+++ Source data +++

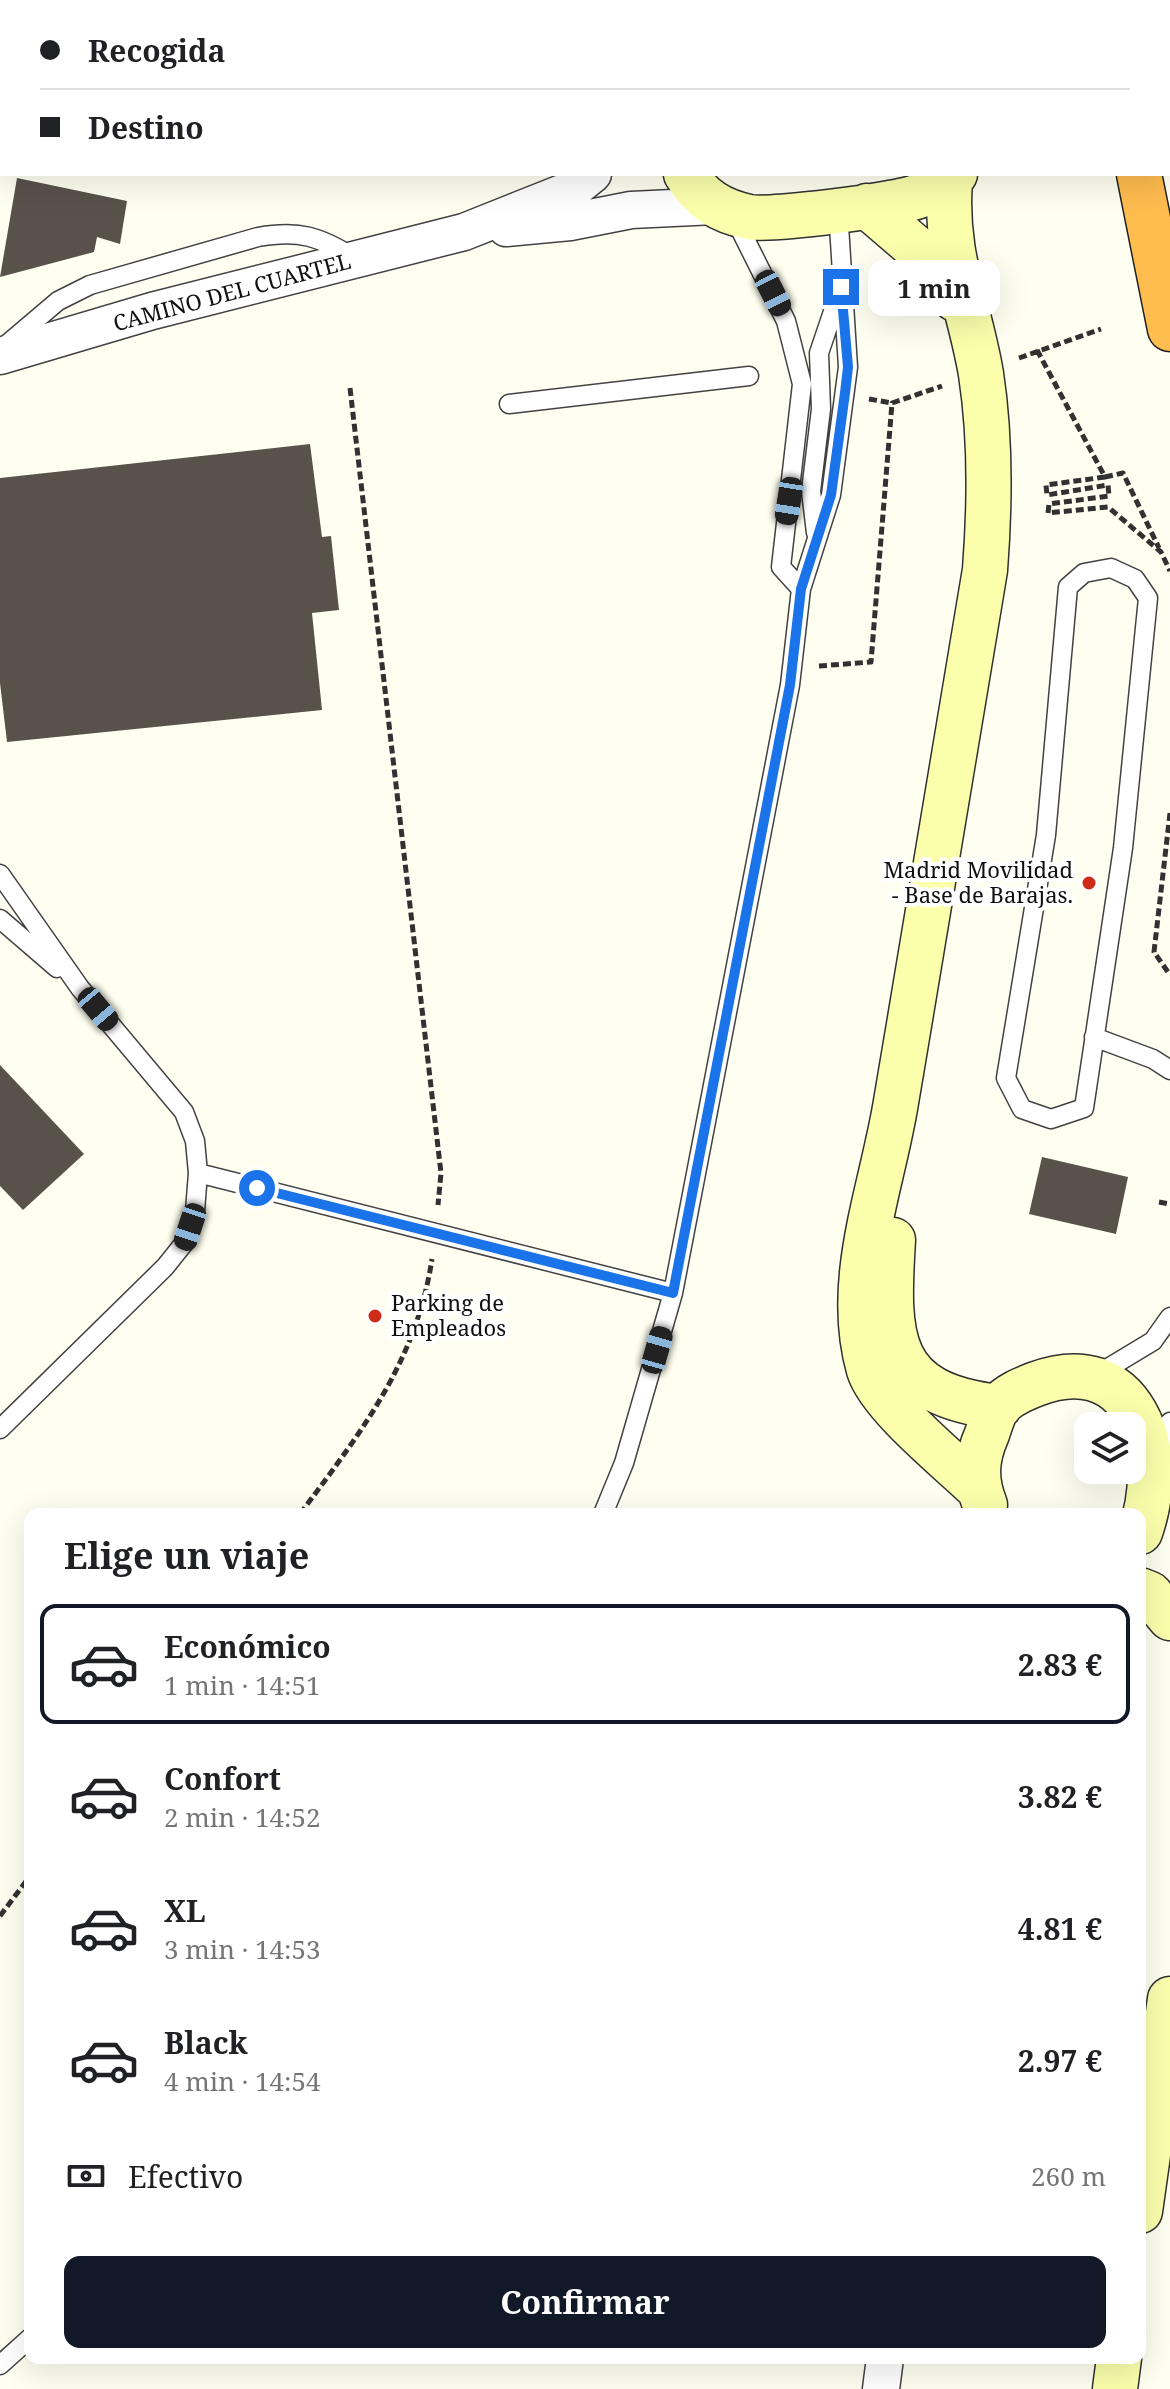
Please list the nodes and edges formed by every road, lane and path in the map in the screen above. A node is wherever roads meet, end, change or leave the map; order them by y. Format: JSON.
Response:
{"nodes":[{"id":1,"x":591,"y":176,"type":"edge"},
{"id":2,"x":687,"y":176,"type":"edge"},
{"id":3,"x":1139,"y":176,"type":"edge"},
{"id":4,"x":952,"y":177,"type":"edge"},
{"id":5,"x":852,"y":208,"type":"junction"},
{"id":6,"x":724,"y":209,"type":"junction"},
{"id":7,"x":464,"y":232,"type":"junction"},
{"id":8,"x":841,"y":287,"type":"junction"},
{"id":9,"x":964,"y":311,"type":"junction"},
{"id":10,"x":1101,"y":329,"type":"dead end"},
{"id":11,"x":1170,"y":329,"type":"edge"},
{"id":12,"x":1037,"y":350,"type":"junction"},
{"id":13,"x":0,"y":354,"type":"edge"},
{"id":14,"x":1015,"y":359,"type":"dead end"},
{"id":15,"x":749,"y":376,"type":"dead end"},
{"id":16,"x":956,"y":381,"type":"dead end"},
{"id":17,"x":350,"y":388,"type":"dead end"},
{"id":18,"x":859,"y":397,"type":"dead end"},
{"id":19,"x":892,"y":403,"type":"junction"},
{"id":20,"x":509,"y":404,"type":"dead end"},
{"id":21,"x":1105,"y":477,"type":"junction"},
{"id":22,"x":816,"y":539,"type":"junction"},
{"id":23,"x":1161,"y":552,"type":"junction"},
{"id":24,"x":1170,"y":571,"type":"edge"},
{"id":25,"x":801,"y":589,"type":"junction"},
{"id":26,"x":790,"y":685,"type":"junction"},
{"id":27,"x":1170,"y":813,"type":"edge"},
{"id":28,"x":0,"y":874,"type":"edge"},
{"id":29,"x":0,"y":919,"type":"edge"},
{"id":30,"x":1170,"y":975,"type":"edge"},
{"id":31,"x":80,"y":988,"type":"junction"},
{"id":32,"x":1094,"y":1037,"type":"junction"},
{"id":33,"x":1170,"y":1070,"type":"edge"},
{"id":34,"x":889,"y":1142,"type":"junction"},
{"id":35,"x":198,"y":1173,"type":"junction"},
{"id":36,"x":1159,"y":1202,"type":"dead end"},
{"id":37,"x":1170,"y":1204,"type":"edge"},
{"id":38,"x":436,"y":1233,"type":"junction"},
{"id":39,"x":673,"y":1293,"type":"junction"},
{"id":40,"x":1170,"y":1317,"type":"edge"},
{"id":41,"x":1092,"y":1377,"type":"junction"},
{"id":42,"x":999,"y":1407,"type":"junction"},
{"id":43,"x":0,"y":1429,"type":"edge"},
{"id":44,"x":1167,"y":1459,"type":"edge"},
{"id":45,"x":984,"y":1502,"type":"edge"},
{"id":46,"x":304,"y":1508,"type":"edge"},
{"id":47,"x":605,"y":1508,"type":"edge"},
{"id":48,"x":1146,"y":1523,"type":"edge"},
{"id":49,"x":1146,"y":1592,"type":"edge"},
{"id":50,"x":1170,"y":1618,"type":"edge"},
{"id":51,"x":24,"y":1884,"type":"edge"},
{"id":52,"x":0,"y":1916,"type":"edge"},
{"id":53,"x":1170,"y":1999,"type":"edge"},
{"id":54,"x":1146,"y":2169,"type":"edge"},
{"id":55,"x":24,"y":2343,"type":"edge"},
{"id":56,"x":884,"y":2364,"type":"edge"},
{"id":57,"x":1118,"y":2364,"type":"edge"},
{"id":58,"x":0,"y":2365,"type":"edge"},
{"id":59,"x":881,"y":2389,"type":"edge"},
{"id":60,"x":1115,"y":2389,"type":"edge"}],
"edges":[{"from":1,"to":7,"type":"street","name":"CAMINO DEL CUARTEL"},
{"from":2,"to":6,"type":"street"},
{"from":3,"to":11,"type":"highway"},
{"from":4,"to":5,"type":"street"},
{"from":4,"to":9,"type":"street"},
{"from":5,"to":6,"type":"street"},
{"from":5,"to":8,"type":"lane"},
{"from":5,"to":9,"type":"street"},
{"from":6,"to":7,"type":"street","name":"CAMINO DEL CUARTEL"},
{"from":6,"to":25,"type":"lane"},
{"from":7,"to":13,"type":"street","name":"CAMINO DEL CUARTEL"},
{"from":8,"to":22,"type":"lane"},
{"from":8,"to":22,"type":"lane"},
{"from":9,"to":34,"type":"street"},
{"from":10,"to":12,"type":"path"},
{"from":12,"to":14,"type":"path"},
{"from":12,"to":21,"type":"path"},
{"from":15,"to":20,"type":"lane"},
{"from":16,"to":19,"type":"path"},
{"from":17,"to":38,"type":"path"},
{"from":18,"to":19,"type":"path"},
{"from":19,"to":26,"type":"path"},
{"from":21,"to":23,"type":"path"},
{"from":21,"to":23,"type":"path"},
{"from":22,"to":25,"type":"lane"},
{"from":23,"to":24,"type":"path"},
{"from":25,"to":26,"type":"lane"},
{"from":26,"to":39,"type":"lane"},
{"from":27,"to":30,"type":"path"},
{"from":28,"to":31,"type":"lane"},
{"from":29,"to":31,"type":"lane"},
{"from":31,"to":35,"type":"lane"},
{"from":32,"to":32,"type":"lane"},
{"from":32,"to":33,"type":"lane"},
{"from":34,"to":42,"type":"street"},
{"from":34,"to":45,"type":"street"},
{"from":35,"to":38,"type":"lane"},
{"from":35,"to":43,"type":"lane"},
{"from":36,"to":37,"type":"path"},
{"from":38,"to":39,"type":"lane"},
{"from":38,"to":46,"type":"path"},
{"from":39,"to":47,"type":"lane"},
{"from":40,"to":41,"type":"lane"},
{"from":41,"to":42,"type":"street"},
{"from":41,"to":44,"type":"street"},
{"from":42,"to":45,"type":"street"},
{"from":44,"to":48,"type":"street"},
{"from":49,"to":50,"type":"street"},
{"from":51,"to":52,"type":"path"},
{"from":53,"to":54,"type":"street"},
{"from":55,"to":58,"type":"lane"},
{"from":56,"to":59,"type":"street"},
{"from":57,"to":60,"type":"street"}]}
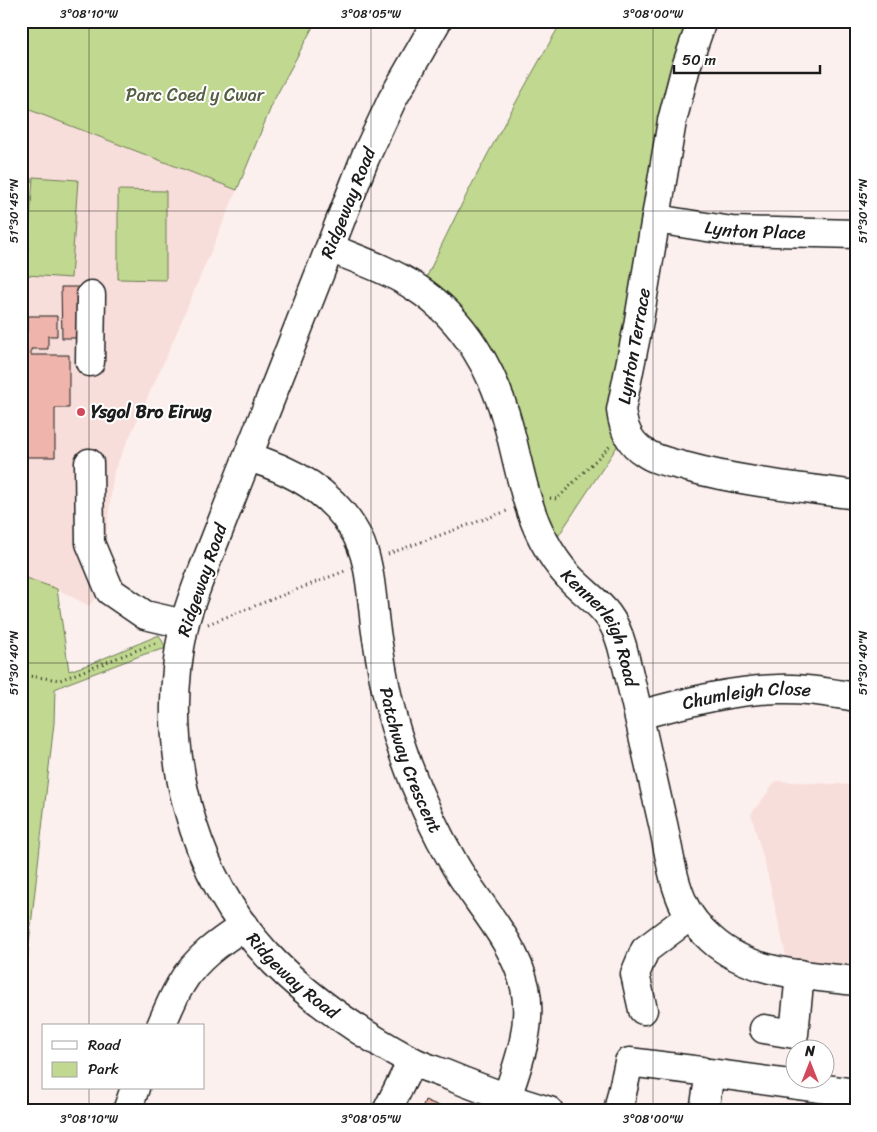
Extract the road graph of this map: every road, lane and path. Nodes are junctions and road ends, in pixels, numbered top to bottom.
1 (436, 21) edge
2 (702, 21) edge
3 (656, 219) junction
4 (856, 234) edge
5 (330, 248) junction
6 (91, 295) dead end
7 (90, 362) dead end
8 (625, 430) junction
9 (248, 457) junction
10 (89, 463) dead end
11 (856, 495) edge
12 (529, 503) junction
13 (367, 562) junction
14 (183, 629) junction
15 (21, 675) edge
16 (856, 697) edge
17 (639, 715) junction
18 (690, 916) junction
19 (244, 926) junction
20 (800, 974) junction
21 (856, 981) edge
22 (642, 1010) dead end
23 (162, 1024) edge
24 (764, 1028) dead end
25 (412, 1061) junction
26 (701, 1072) dead end
27 (134, 1090) edge
28 (856, 1093) edge
29 (507, 1098) junction
30 (128, 1111) edge
31 (388, 1111) edge
32 (549, 1111) edge
33 (618, 1111) edge
34 (704, 1111) edge

1 - 5 street, Ridgeway Road
2 - 3 street, Lynton Terrace
3 - 4 street, Lynton Place
3 - 8 street, Lynton Terrace
5 - 9 street, Ridgeway Road
5 - 12 street, Kennerleigh Road
6 - 7 street
8 - 11 street, Lynton Terrace
8 - 12 path
9 - 13 street, Patchway Crescent
9 - 14 street, Ridgeway Road
10 - 14 street
12 - 13 path
12 - 17 street, Kennerleigh Road
13 - 14 path
13 - 29 street, Patchway Crescent
14 - 15 path
14 - 19 street, Ridgeway Road
16 - 17 street, Chumleigh Close
17 - 18 street, Kennerleigh Road
18 - 20 street, Kennerleigh Road
18 - 22 street
19 - 23 street
19 - 25 street, Ridgeway Road
20 - 21 street, Kennerleigh Road
20 - 24 street
25 - 29 street, Ridgeway Road
25 - 31 street
26 - 33 street
27 - 30 street
28 - 34 street
29 - 32 street, Ridgeway Road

+++

● **Exercise requirements**:
Since only a number is wanted, please say how many lines in the data include the word "name".

● **Expected answer**:
3